U.S. Colleges Embrace Solar Heating Systems as Part of SustainabilityIn the U.S. Colleges around the country are beginning to embrace sustainable practices such as energy conservation and distributed renewable energy. Modern solar hot water heating and cooling technologies offer potential for commercial and residential applications in a variety of climates. One such school that recently decided to take the plunge into solar hot water systems is A-B Tech.

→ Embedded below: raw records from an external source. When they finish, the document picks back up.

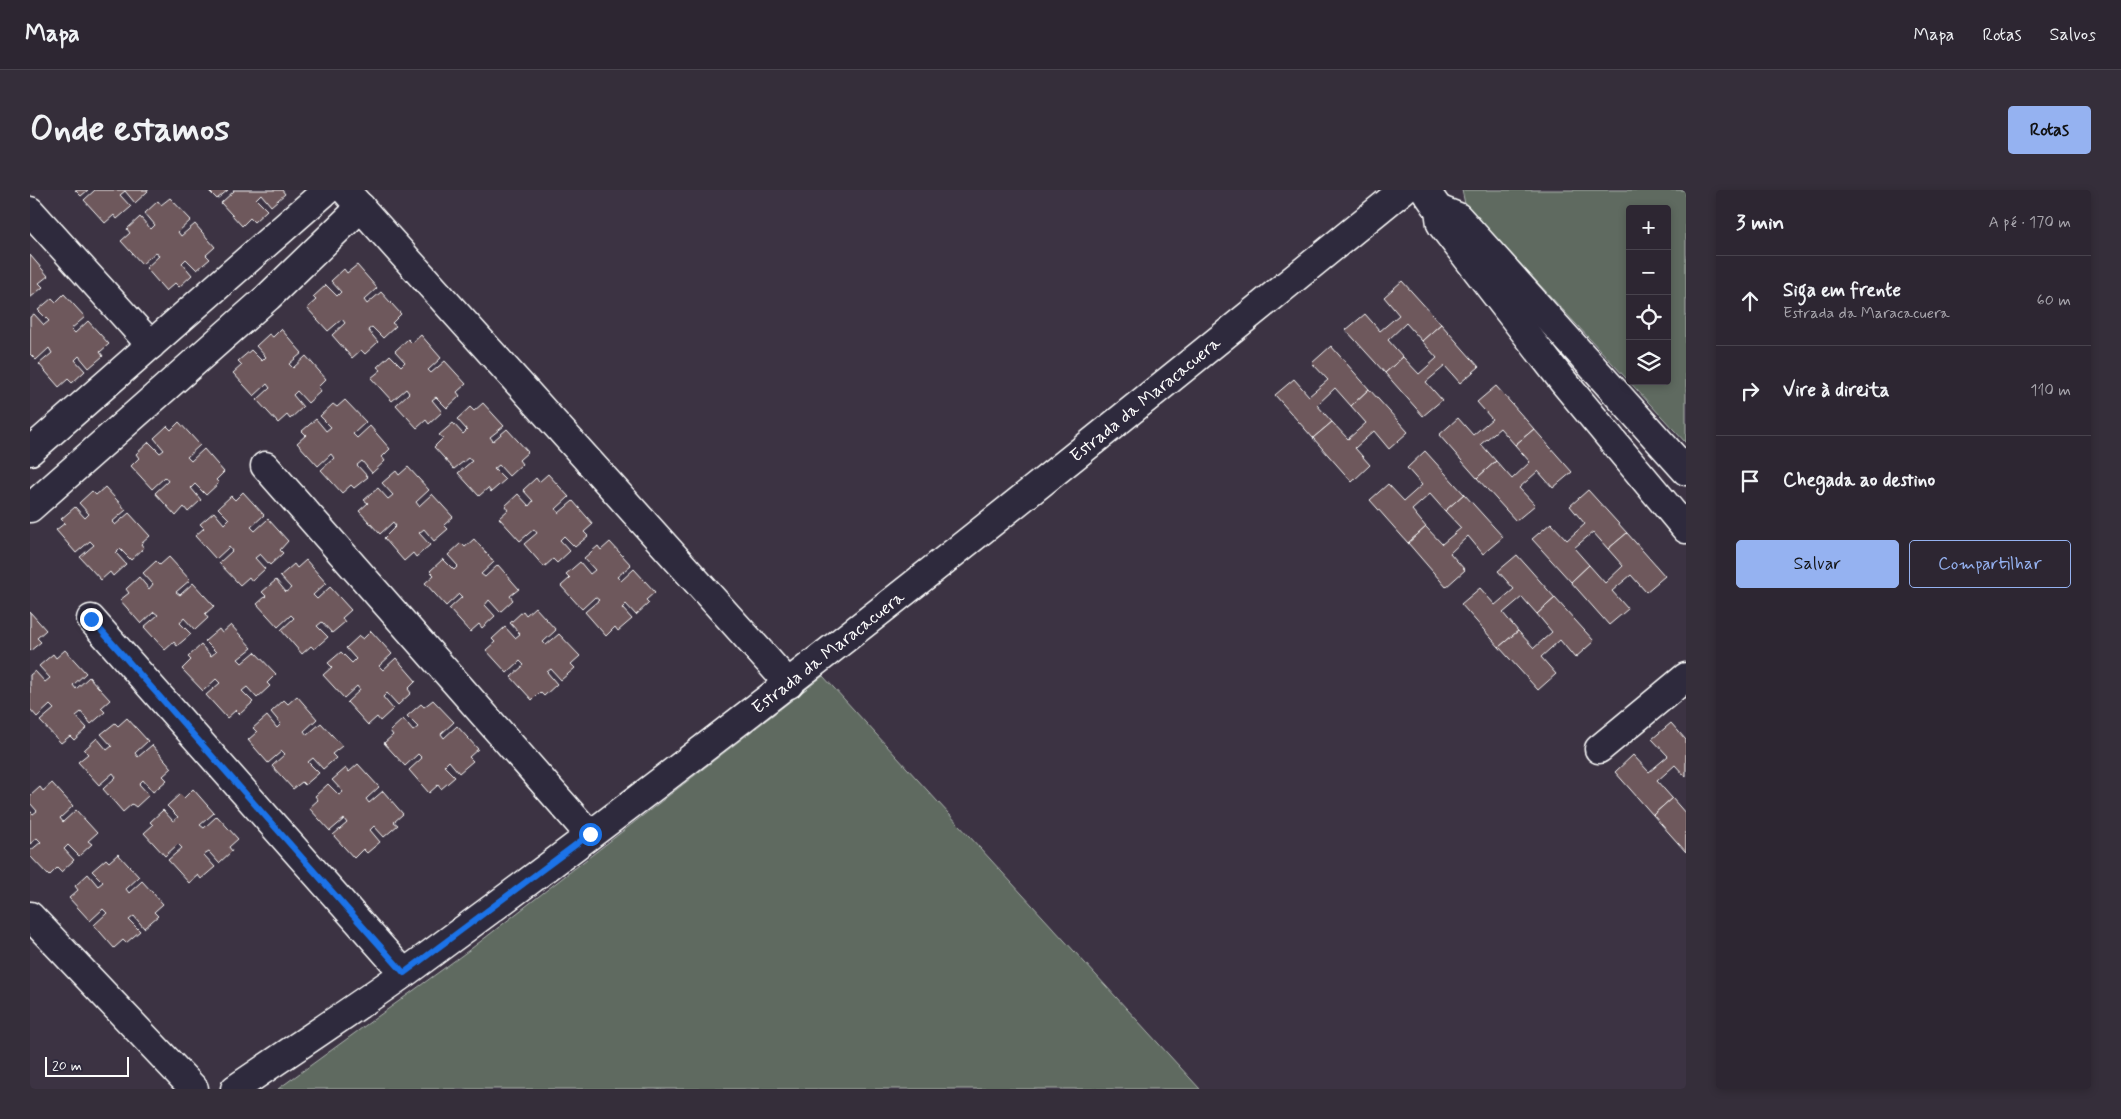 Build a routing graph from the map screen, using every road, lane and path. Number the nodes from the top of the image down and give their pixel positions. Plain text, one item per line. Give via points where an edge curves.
1 (327, 190) edge
2 (1404, 190) edge
3 (353, 198) edge
4 (1432, 200) edge
5 (30, 211) edge
6 (151, 345) junction
7 (30, 451) edge
8 (265, 466) dead end
9 (1686, 471) edge
10 (30, 508) edge
11 (1686, 529) edge
12 (91, 619) dead end
13 (1686, 677) edge
14 (788, 684) junction
15 (1600, 749) dead end
16 (590, 834) junction
17 (30, 916) edge
18 (404, 973) junction
19 (194, 1089) edge
20 (235, 1089) edge

1 - 6 street
2 - 14 street, Estrada da Maracacuera
3 - 10 street via 268,297
3 - 14 street
4 - 9 street via 1458,216
4 - 11 street via 1441,224 1483,279
5 - 6 street
6 - 7 street
8 - 16 street
12 - 18 street
13 - 15 street
14 - 16 street, Estrada da Maracacuera
16 - 18 street, Estrada da Maracacuera
17 - 19 street
18 - 20 street, Estrada da Maracacuera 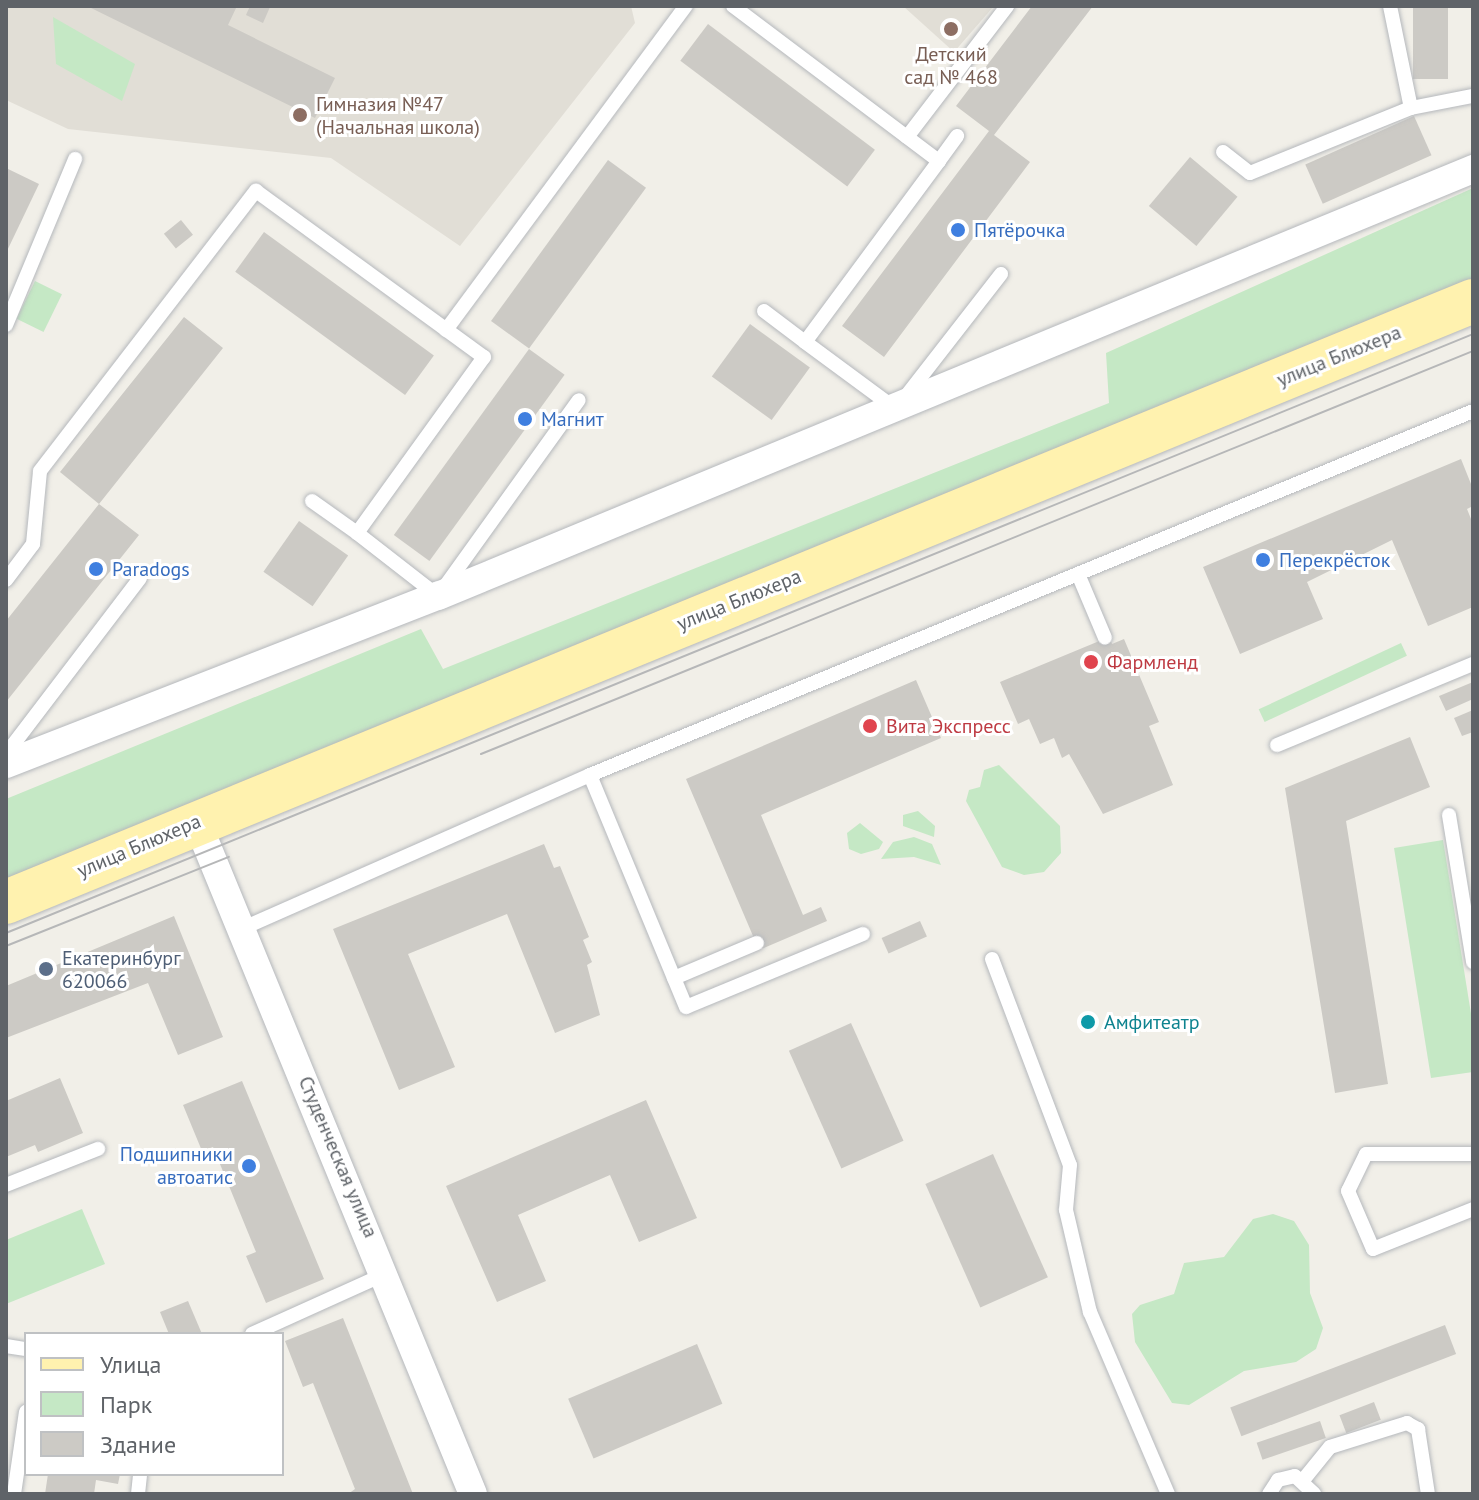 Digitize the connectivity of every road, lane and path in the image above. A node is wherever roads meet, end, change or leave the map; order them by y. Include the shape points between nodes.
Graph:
1 (686, 6) edge
2 (733, 6) edge
3 (1007, 6) edge
4 (1390, 6) edge
5 (1473, 96) edge
6 (1411, 108) junction
7 (957, 136) dead end
8 (907, 137) junction
9 (1223, 152) dead end
10 (75, 159) dead end
11 (939, 161) junction
12 (1473, 169) edge
13 (1001, 274) dead end
14 (1473, 301) edge
15 (764, 311) dead end
16 (6, 325) edge
17 (446, 330) junction
18 (805, 342) junction
19 (579, 400) dead end
20 (896, 409) junction
21 (1473, 411) edge
22 (312, 501) dead end
23 (357, 533) junction
24 (1078, 574) junction
25 (140, 578) dead end
26 (6, 580) edge
27 (438, 596) junction
28 (1105, 638) dead end
29 (1473, 664) edge
30 (1277, 745) dead end
31 (6, 754) edge
32 (6, 764) edge
33 (590, 775) junction
34 (1449, 815) dead end
35 (197, 822) junction
36 (6, 902) edge
37 (241, 929) junction
38 (863, 934) dead end
39 (757, 943) dead end
40 (992, 959) dead end
41 (1473, 962) edge
42 (674, 978) junction
43 (98, 1149) dead end
44 (1473, 1154) edge
45 (6, 1185) edge
46 (1473, 1209) edge
47 (387, 1273) junction
48 (256, 1332) edge
49 (24, 1426) edge
50 (1304, 1479) junction
51 (14, 1494) edge
52 (473, 1494) edge
53 (1168, 1494) edge
54 (1269, 1494) edge
55 (1314, 1494) edge
56 (1428, 1494) edge

1 - 17 lane
2 - 8 lane
3 - 8 lane
4 - 6 lane
5 - 6 lane
6 - 9 lane via 1250,173
7 - 11 lane
8 - 11 lane
10 - 16 lane
11 - 18 lane
12 - 20 street
13 - 20 lane
14 - 35 main road, улица Блюхера
15 - 18 lane
17 - 23 lane via 484,357
17 - 26 lane via 256,191 40,471 33,544
18 - 20 lane
19 - 27 lane
20 - 27 street
21 - 24 lane
22 - 23 lane
23 - 27 lane
24 - 28 lane
24 - 33 lane
25 - 31 lane
27 - 32 street
29 - 30 lane
33 - 37 lane
33 - 42 lane
34 - 41 lane
35 - 36 main road, улица Блюхера
35 - 37 street, Студенческая улица
37 - 47 street, Студенческая улица
38 - 42 lane via 686,1007
39 - 42 lane
40 - 53 lane via 1070,1165 1066,1210 1090,1312
43 - 45 lane
44 - 46 lane via 1366,1154 1348,1191 1373,1249
47 - 48 lane
47 - 52 street, Студенческая улица
49 - 51 lane
50 - 54 lane via 1286,1476
50 - 55 lane
50 - 56 lane via 1330,1447 1407,1423 1418,1429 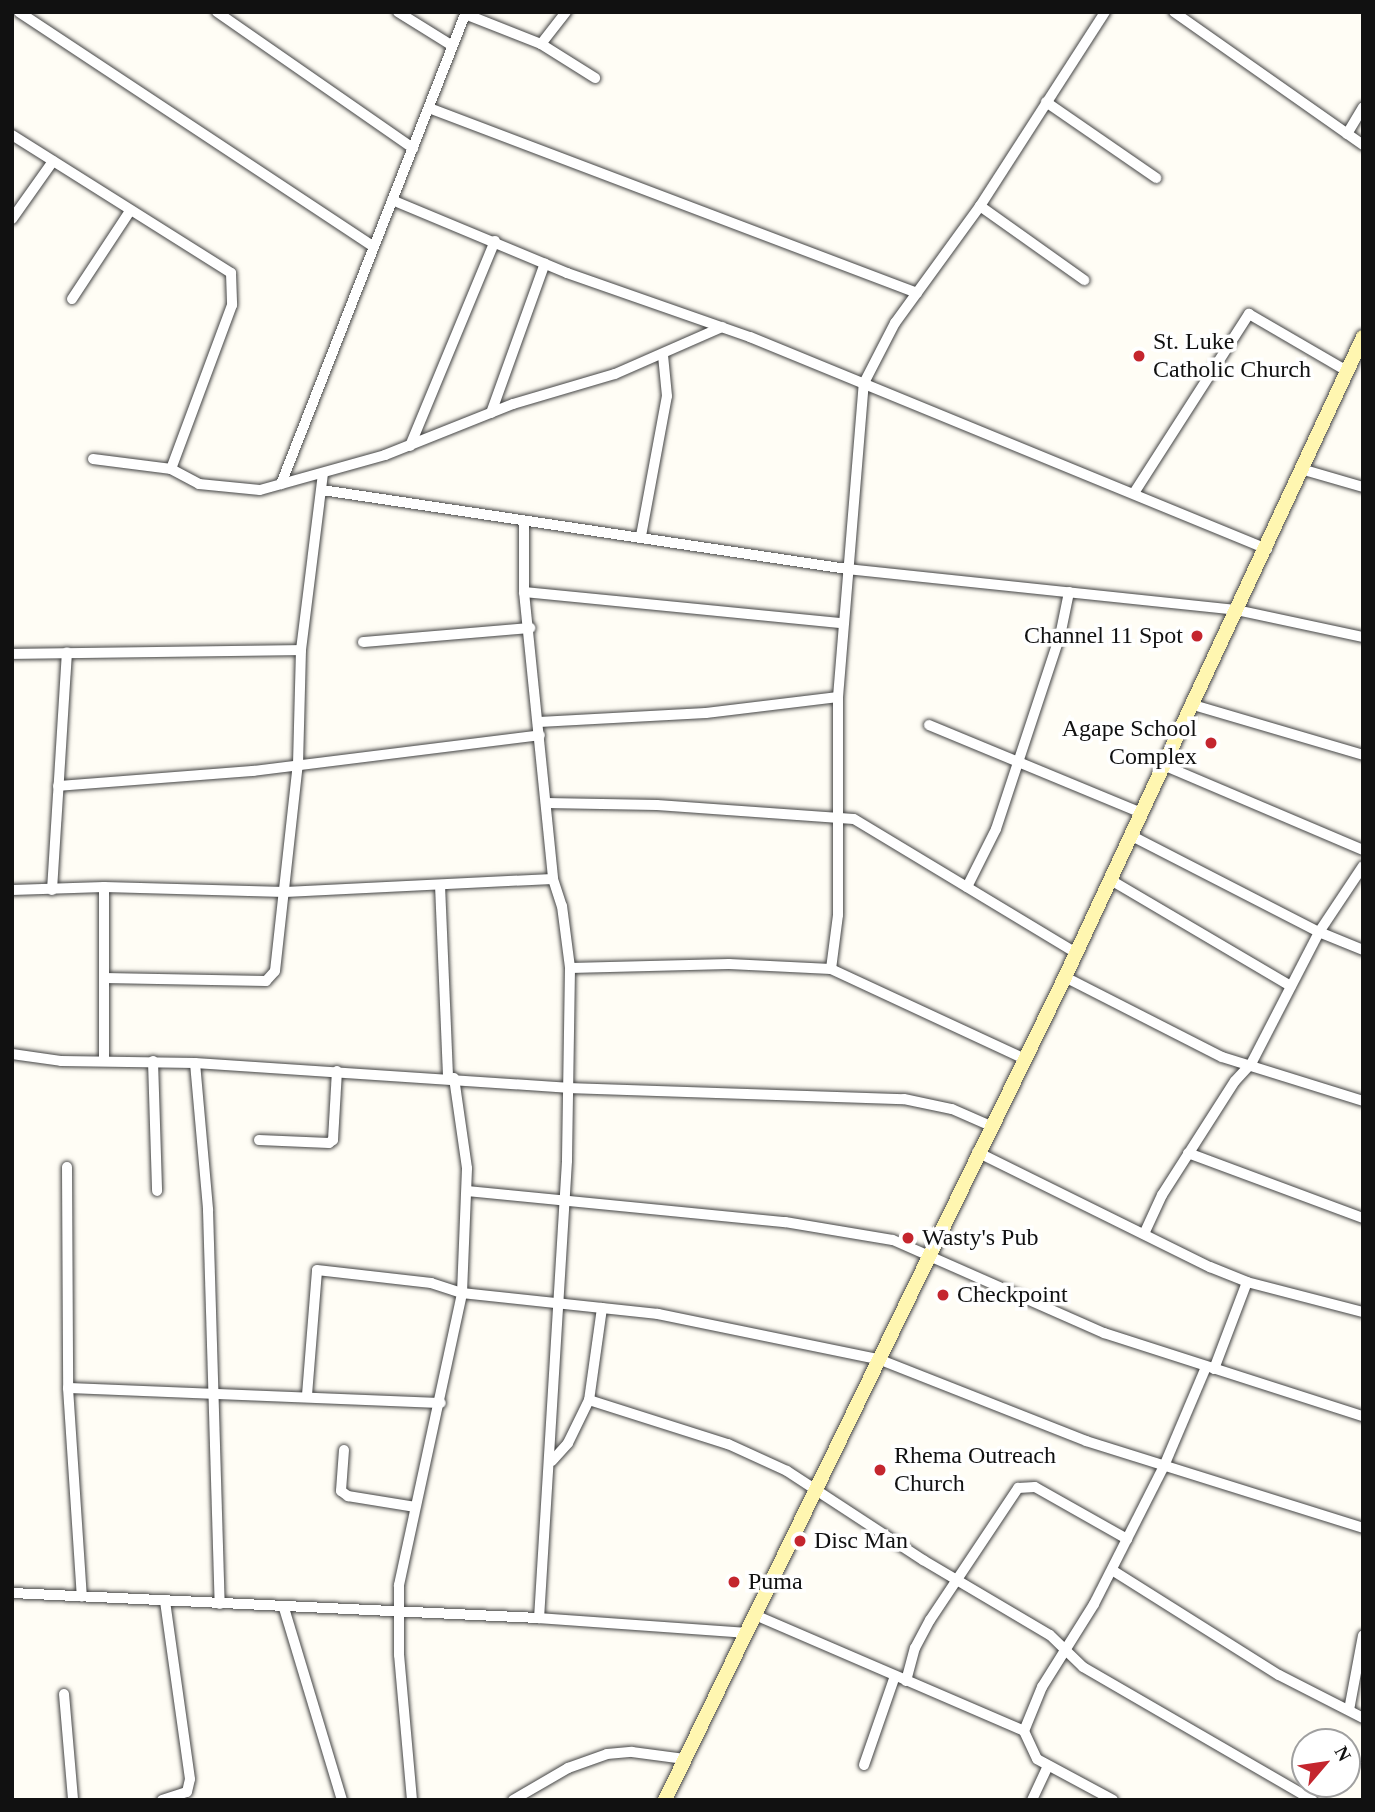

 A-B Tech has entered into an agreement with FLS Energy, Inc., to have 39 thermal collectors installed on four campus buildings to provide hot water heated by solar energy, with a potential savings of about $22,000, over the next 10 years. Funded by a U.S. Department of Energy appropriation from 2008 secured by U.S. Rep. Heath Shuler, the College’s Global Institute for Sustainability Technology project will provide 1,885 gallons of hot water a day. The solar collector panels will be installed starting later in the spring and should be complete by the end of the year.

FLS Energy, a solar energy generation company based in Asheville, will own, maintain, and operate the solar thermal systems throughout the 10-year lease agreement. FLS Energy will then sell the energy used to heat the water back to the College at approximately one-half the current rate paid for natural gas. The total potential savings is about $22,000.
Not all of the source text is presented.